I've been writing some shell script and I would find it useful if there was the ability to halt the execution of said shell script if any of the commands failed. See below for an example:

#!/bin/bash

cd some_dir

./configure --some-flags

make

make install

So in this case, if the script can't change to the indicated directory, then it would certainly not want to do a ./configure afterwards if it fails.

Now I'm well aware that I could have an if check for each command (which I think is a hopeless solution), but is there a global setting to make the script exit if one of the commands fails?


Solution 1:

Use the set -e builtin:

#!/bin/bash
set -e
# Any subsequent(*) commands which fail will cause the shell script to exit immediately

Alternatively, you can pass -e on the command line:

bash -e my_script.sh

You can also disable this behavior with set +e.

You may also want to employ all or some of the the -e -u -x and -o pipefail options like so:

set -euxo pipefail

-e exits on error, -u errors on undefined variables, and -o (for option) pipefail exits on command pipe failures.
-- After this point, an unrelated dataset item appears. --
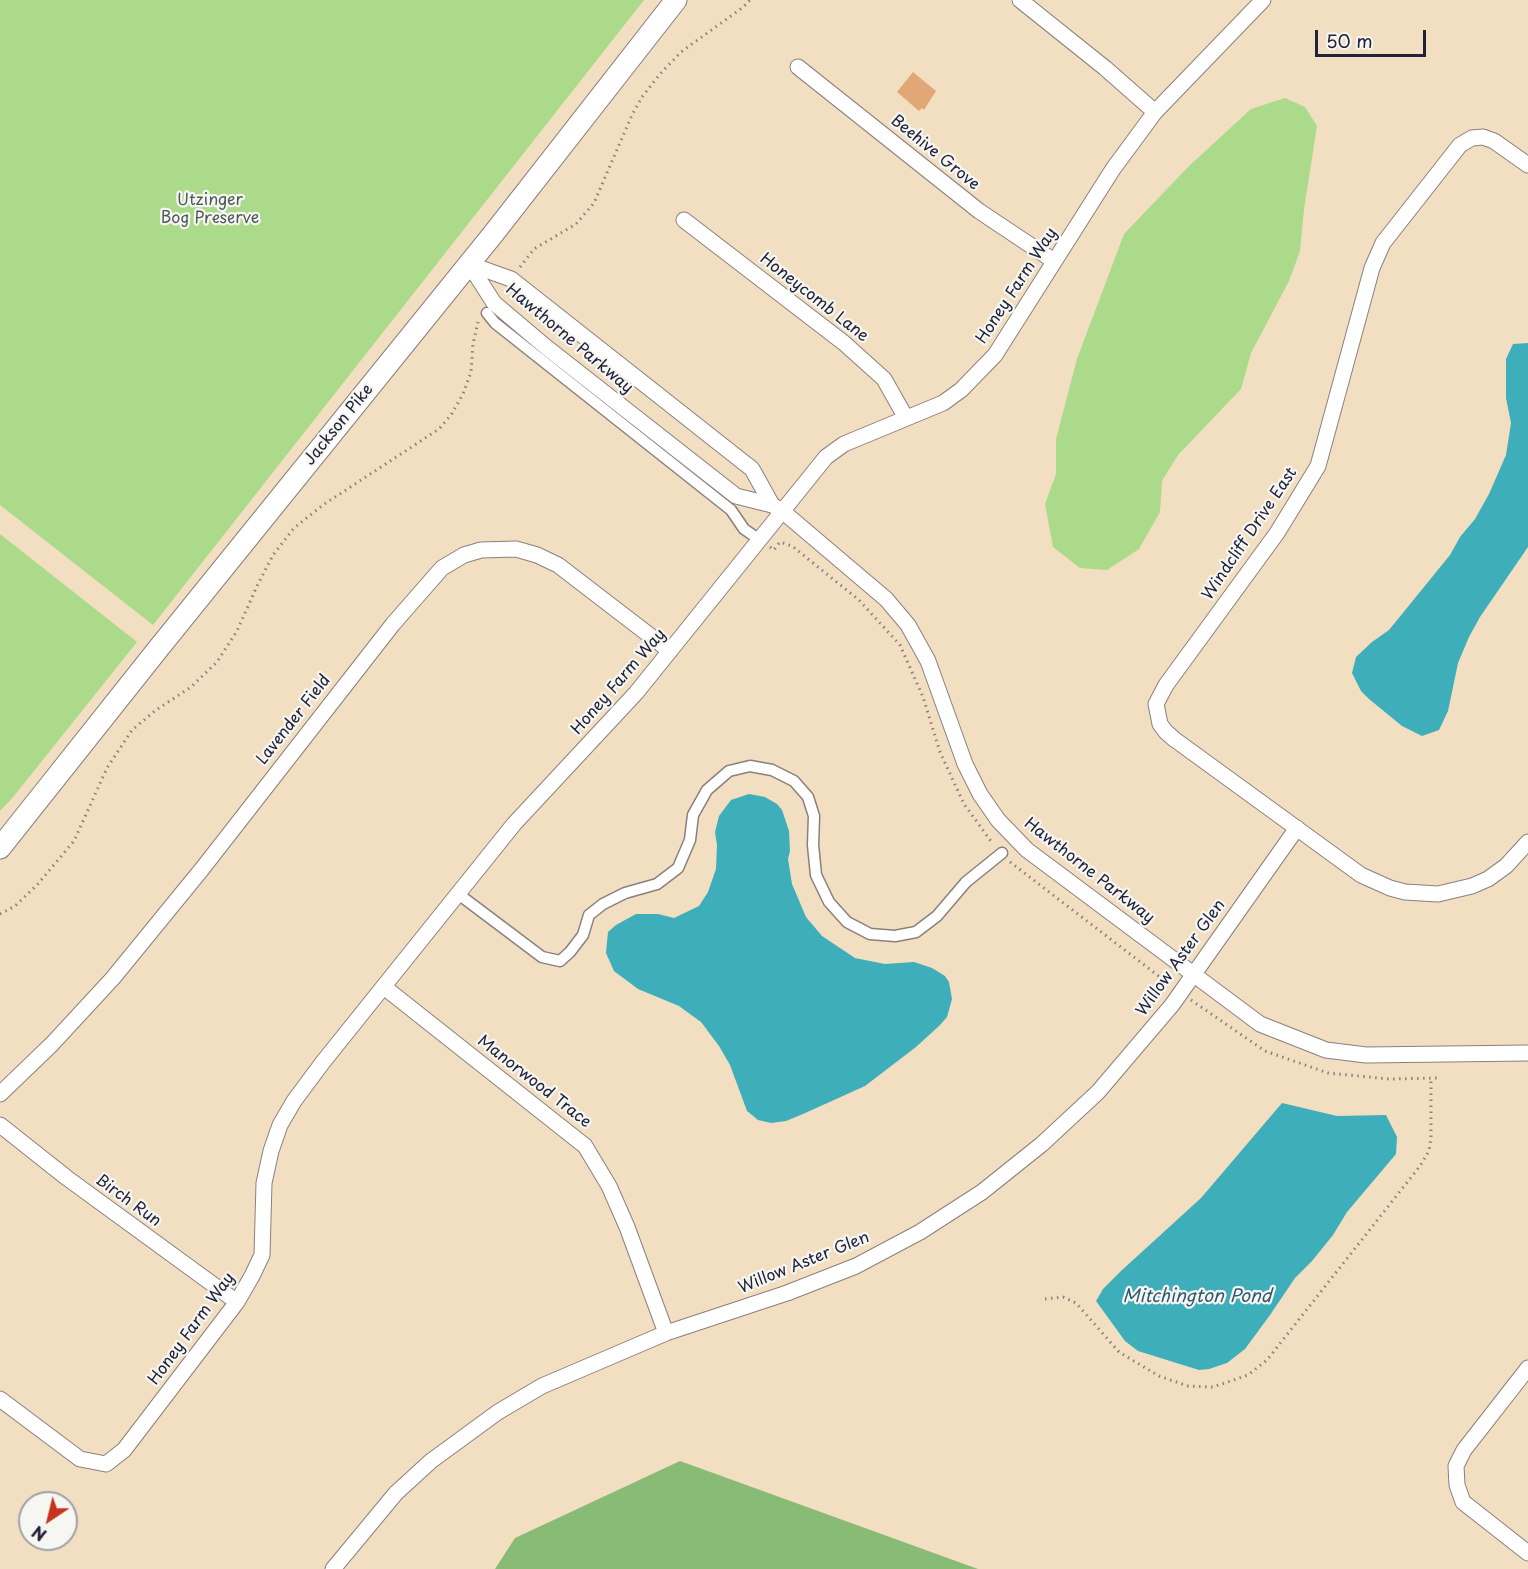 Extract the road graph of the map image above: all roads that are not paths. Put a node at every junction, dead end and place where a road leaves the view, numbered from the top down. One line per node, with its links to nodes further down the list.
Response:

Some gotchas and workarounds are documented well here.

(*) Note:

The shell does not exit if the command that fails is part of the command list immediately following a while or until keyword, part of the test following the if or elif reserved words, part of any command executed in a && or || list except the command following the final && or ||, any command in a pipeline but the last, or if the command's return value is being inverted with !

(from man bash)

Solution 2:

To exit the script as soon as one of the commands failed, add this at the beginning:

set -e

This causes the script to exit immediately when some command that is not part of some test (like in a if [ ... ] condition or a && construct) exits with a non-zero exit code.

Solution 3:

Here is how to do it:

#!/bin/sh

abort()
{
    echo >&2 '
***************
*** ABORTED ***
***************
'
    echo "An error occurred. Exiting..." >&2
    exit 1
}

trap 'abort' 0

set -e

# Add your script below....
# If an error occurs, the abort() function will be called.
#----------------------------------------------------------
# ===> Your script goes here
# Done!
trap : 0

echo >&2 '
************
*** DONE *** 
************
'

Solution 4:

Use it in conjunction with pipefail.

set -e
set -o pipefail

-e (errexit): Abort the script at the first error, when a command exits with non-zero status (except in until or while loops, if-tests, and list constructs)

-o pipefail: Causes a pipeline to return the exit status of the last command in the pipe that returned a non-zero return value.